Your SLO allows 0.1% failure. What do you do with that 0.1%?

That's your error budget — the amount of failure your system is allowed to have before breaching the SLO.


What it is#

Your SLO says — "system must be available 99.9% of the time over 30 days".

That 0.1% you're allowed to fail is your error budget.

30 days = 43,200 minutes
0.1% of 43,200 = 43.2 minutes of allowed downtime per month

That 43.2 minutes is your error budget. Spend it wisely.


Why it exists#

Two teams are always in tension:

Engineering — wants to move fast. Deploy new features, ship code, make changes. But every deployment risks downtime. Every change risks an incident. Each incident burns error budget.

Reliability — wants stability. Fewer changes, less risk, more uptime.

Without an error budget, this is a constant argument — "can we deploy or not?" It's subjective, political, and frustrating.

The error budget makes it objective. Both teams look at the same number. The number decides.

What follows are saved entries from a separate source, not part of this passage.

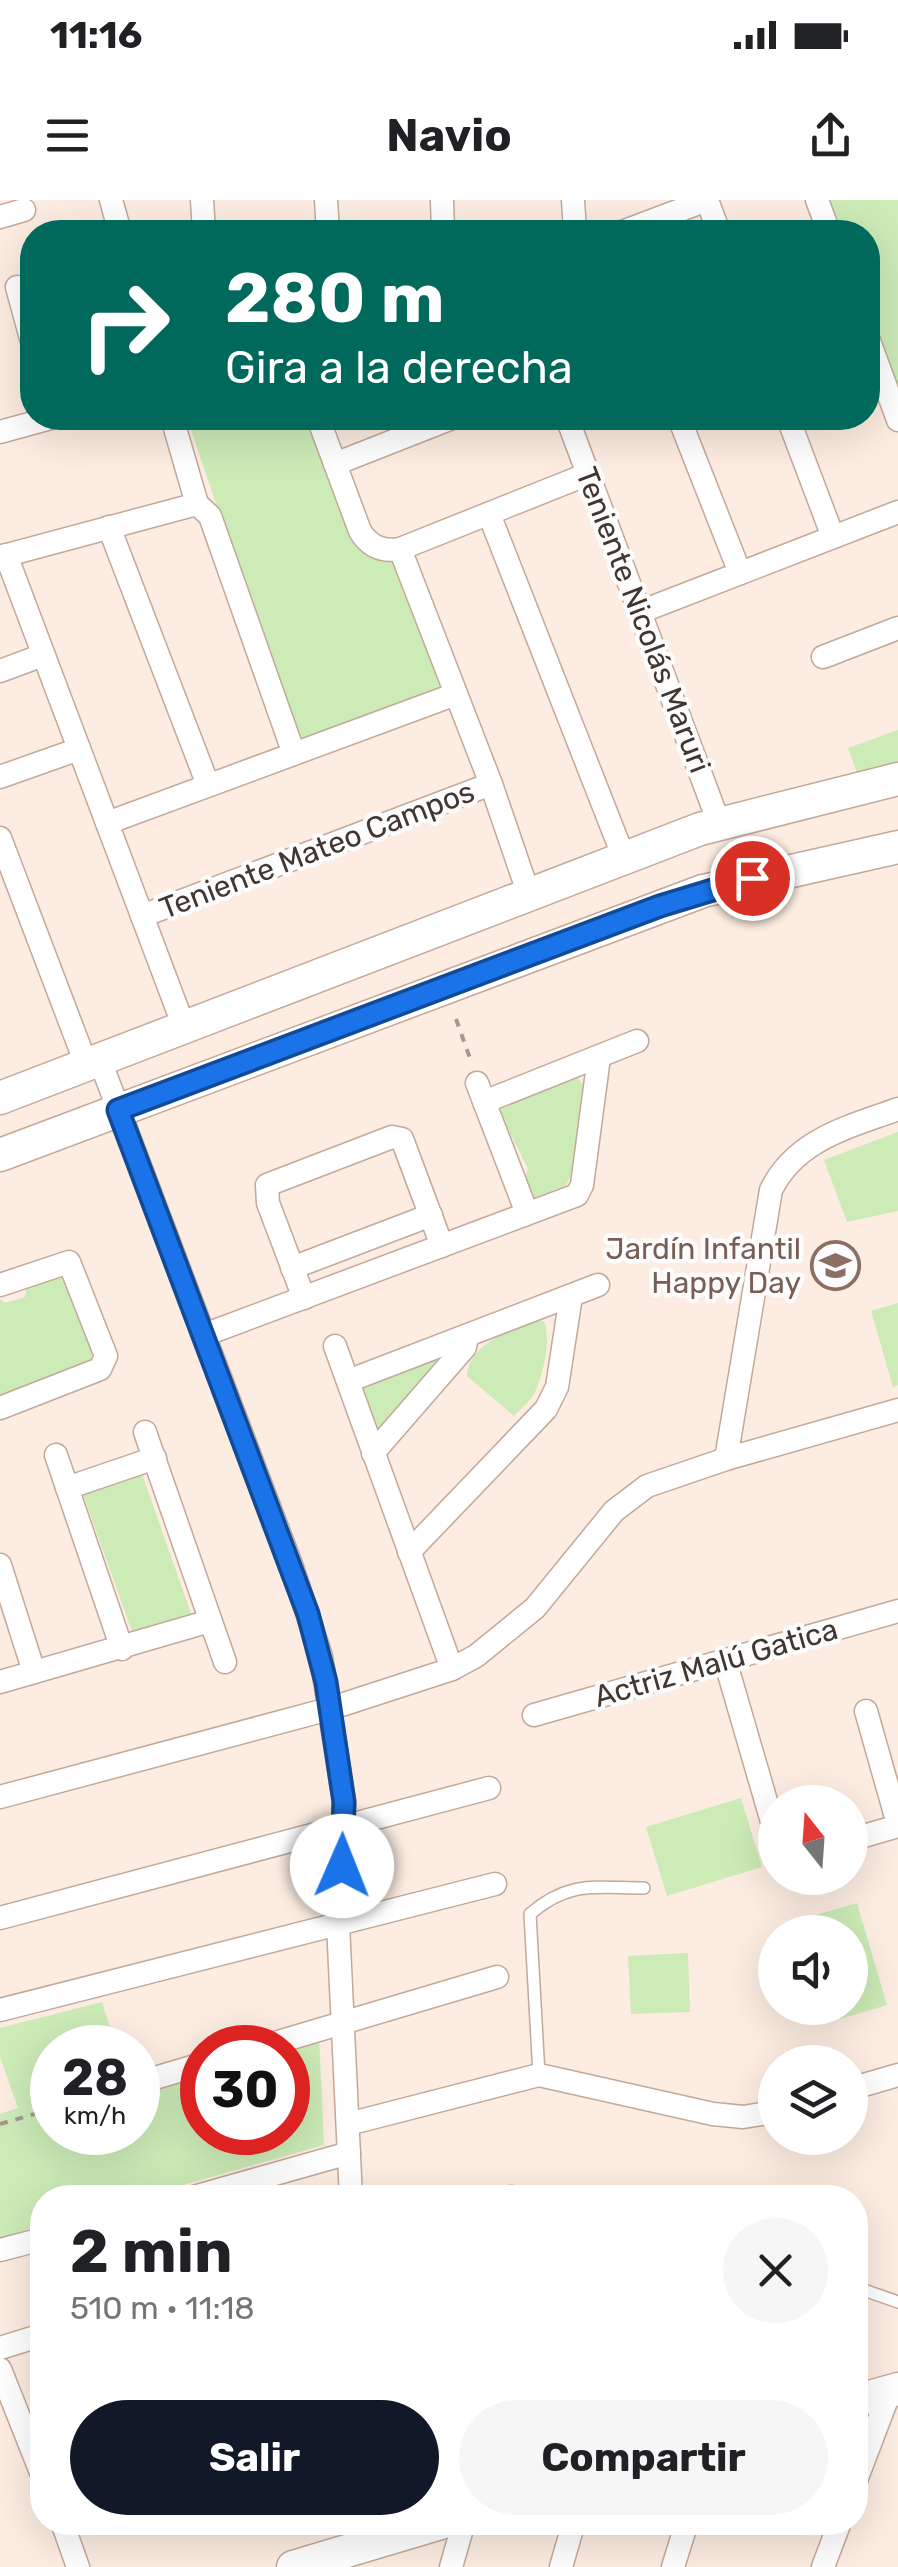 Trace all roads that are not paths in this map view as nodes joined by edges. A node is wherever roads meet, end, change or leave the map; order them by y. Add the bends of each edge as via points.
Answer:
1 (707, 200) edge
2 (24, 210) dead end
3 (0, 217) edge
4 (654, 220) edge
5 (17, 287) dead end
6 (20, 298) edge
7 (880, 371) edge
8 (898, 420) edge
9 (175, 430) edge
10 (322, 430) edge
11 (421, 430) edge
12 (572, 430) edge
13 (685, 430) edge
14 (793, 430) edge
15 (334, 464) junction
16 (588, 474) junction
17 (197, 504) junction
18 (898, 512) edge
19 (489, 514) junction
20 (109, 527) junction
21 (833, 537) junction
22 (400, 549) junction
23 (3, 556) edge
24 (740, 573) junction
25 (640, 612) junction
26 (898, 628) edge
27 (43, 655) junction
28 (824, 657) dead end
29 (0, 671) edge
30 (456, 694) junction
31 (79, 749) junction
32 (294, 754) junction
33 (0, 777) edge
34 (898, 780) edge
35 (491, 784) junction
36 (208, 786) junction
37 (107, 823) junction
38 (719, 823) junction
39 (0, 838) edge
40 (898, 847) edge
41 (624, 858) junction
42 (529, 895) junction
43 (142, 916) junction
44 (184, 1028) junction
45 (637, 1042) dead end
46 (599, 1057) junction
47 (93, 1061) junction
48 (0, 1098) edge
49 (898, 1108) edge
50 (118, 1110) junction
51 (0, 1155) edge
52 (430, 1215) junction
53 (524, 1215) junction
54 (442, 1246) junction
55 (292, 1268) junction
56 (0, 1285) edge
57 (598, 1285) dead end
58 (572, 1296) junction
59 (304, 1298) junction
60 (204, 1335) junction
61 (467, 1336) junction
62 (335, 1346) dead end
63 (348, 1382) junction
64 (0, 1408) edge
65 (898, 1410) edge
66 (146, 1432) dead end
67 (373, 1453) junction
68 (56, 1454) dead end
69 (155, 1458) junction
70 (726, 1459) junction
71 (67, 1488) junction
72 (409, 1552) junction
73 (2, 1577) edge
74 (898, 1611) edge
75 (210, 1621) junction
76 (122, 1649) junction
77 (724, 1660) junction
78 (225, 1662) dead end
79 (452, 1670) junction
80 (34, 1672) junction
81 (0, 1682) edge
82 (329, 1709) junction
83 (866, 1711) dead end
84 (534, 1715) dead end
85 (761, 1785) edge
86 (489, 1788) dead end
87 (0, 1797) edge
88 (898, 1825) edge
89 (343, 1826) junction
90 (868, 1834) edge
91 (495, 1884) dead end
92 (644, 1888) dead end
93 (0, 1918) edge
94 (338, 1924) junction
95 (497, 1977) dead end
96 (0, 2010) edge
97 (343, 2022) junction
98 (310, 2032) edge
99 (898, 2074) edge
100 (539, 2075) junction
101 (868, 2083) edge
102 (758, 2115) edge
103 (348, 2124) junction
104 (349, 2153) junction
105 (236, 2185) edge
106 (350, 2185) edge
107 (30, 2241) edge
108 (0, 2250) edge
109 (868, 2292) edge
110 (898, 2302) edge
111 (30, 2339) edge
112 (0, 2348) edge
113 (0, 2369) edge
114 (894, 2390) edge
115 (868, 2397) edge
116 (23, 2430) edge
117 (868, 2452) edge
118 (67, 2535) edge
119 (396, 2535) edge
120 (460, 2535) edge
121 (570, 2535) edge
122 (682, 2535) edge
123 (835, 2535) edge
124 (351, 2547) edge
125 (78, 2567) edge
126 (293, 2567) edge
127 (450, 2567) edge
128 (561, 2567) edge
129 (673, 2567) edge
130 (823, 2567) edge

1 - 4 street
2 - 3 street
5 - 6 street
7 - 8 street
9 - 17 street
10 - 15 street
11 - 15 street
12 - 16 street, Teniente Nicolás Maruri
13 - 24 street
14 - 21 street
15 - 22 street via 364,537 384,550
16 - 19 street
16 - 25 street, Teniente Nicolás Maruri
17 - 20 street
17 - 32 street via 210,516
18 - 21 street
19 - 22 street
19 - 41 street
20 - 23 street
20 - 36 street
21 - 24 street
22 - 30 street
23 - 27 street
24 - 25 street
25 - 38 street, Teniente Nicolás Maruri
26 - 28 street
27 - 29 street
27 - 31 street
30 - 32 street
30 - 35 street
31 - 33 street
31 - 37 street
32 - 36 street
34 - 38 street
35 - 42 street
35 - 43 street, Teniente Mateo Campos
36 - 37 street
37 - 43 street
38 - 41 street
39 - 47 street
40 - 50 street via 752,878 660,906
41 - 42 street
42 - 44 street
43 - 44 street
44 - 47 street
45 - 46 street
46 - 53 street via 582,1185 577,1195
46 - 53 street via 480,1092
47 - 48 street
47 - 50 street
49 - 70 street via 815,1141 777,1177
50 - 51 street
50 - 60 street
52 - 54 street
52 - 55 street
52 - 55 street via 402,1139 392,1136 267,1185
53 - 54 street
54 - 59 street
55 - 59 street
56 - 64 street via 69,1262 106,1356 100,1369
57 - 58 street
58 - 61 street
58 - 72 street via 557,1387 546,1409
59 - 60 street
60 - 82 street via 308,1614
61 - 63 street
61 - 67 street via 465,1347
62 - 63 street
63 - 67 street
65 - 70 street
66 - 69 street
67 - 72 street
68 - 71 street
69 - 71 street
69 - 75 street
70 - 79 street via 666,1477 629,1497 535,1608
71 - 76 street
72 - 79 street
73 - 80 street
74 - 77 street, Actriz Malú Gatica
75 - 76 street
75 - 78 street
76 - 80 street
77 - 84 street, Actriz Malú Gatica
77 - 85 street
79 - 82 street
80 - 81 street
82 - 87 street
82 - 89 street
83 - 88 street
86 - 89 street
88 - 90 street
89 - 93 street
89 - 94 street
91 - 94 street
92 - 100 lane via 571,1888 530,1914
94 - 96 street
94 - 97 street
95 - 97 street
97 - 98 street
97 - 103 street
99 - 101 street
100 - 102 street via 713,2114
100 - 103 street
103 - 104 street
104 - 105 street
104 - 106 street
107 - 108 street
109 - 110 lane
111 - 112 street
113 - 116 street
114 - 115 street
114 - 117 street
118 - 125 street
119 - 124 street
120 - 127 street
121 - 128 street
122 - 129 street
123 - 130 street
124 - 126 street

The error budget is the negotiation tool between speed and stability

It replaces opinion with math.


How it changes decisions#

Error budget remaining What it means Decision
80%+ remaining System is healthy, plenty of room Deploy freely, move fast
50% remaining Moderate caution Deploy but monitor closely
20% remaining Getting tight Only critical deployments
0% remaining SLO breached or about to be Freeze all deployments, focus only on stability

A real conversation with error budgets#

Without error budget: "Can we deploy the new feature today?" "I don't know, seems risky..." "But we really need to ship it" "Fine whatever" — nobody is happy, decision is based on nothing

With error budget: "Can we deploy the new feature today?" "We have 73% of our error budget remaining with 2 weeks left in the month — yes, deploy."

Or:

"Can we deploy the new feature today?" "We've burned 85% of our budget in the first week — no deployments until next month. We need to focus on stability."

Same question. One is a guess. One is a decision backed by data.


Error budget resets#

Error budgets reset at the start of every measurement window — typically every 30 days.

A good month with no incidents = full budget available next month → team can move fast. A bad month with multiple incidents = budget burned early → team slows down next month.

This creates a natural feedback loop

Teams that cause incidents lose their ability to deploy quickly the following month. It incentivises reliability without anyone having to enforce it manually.


The formula#

Error Budget = 100% - SLO target

For availability SLO of 99.9%:
Error Budget = 0.1% of time = 43.2 minutes per month

For availability SLO of 99.99%:
Error Budget = 0.01% of time = 4.32 minutes per month

The stricter your SLO, the smaller your error budget

99.99% availability sounds great for customers — but it leaves your engineering team only 4 minutes of downtime per month to work with. Every deployment becomes extremely risky. Choose your SLO carefully.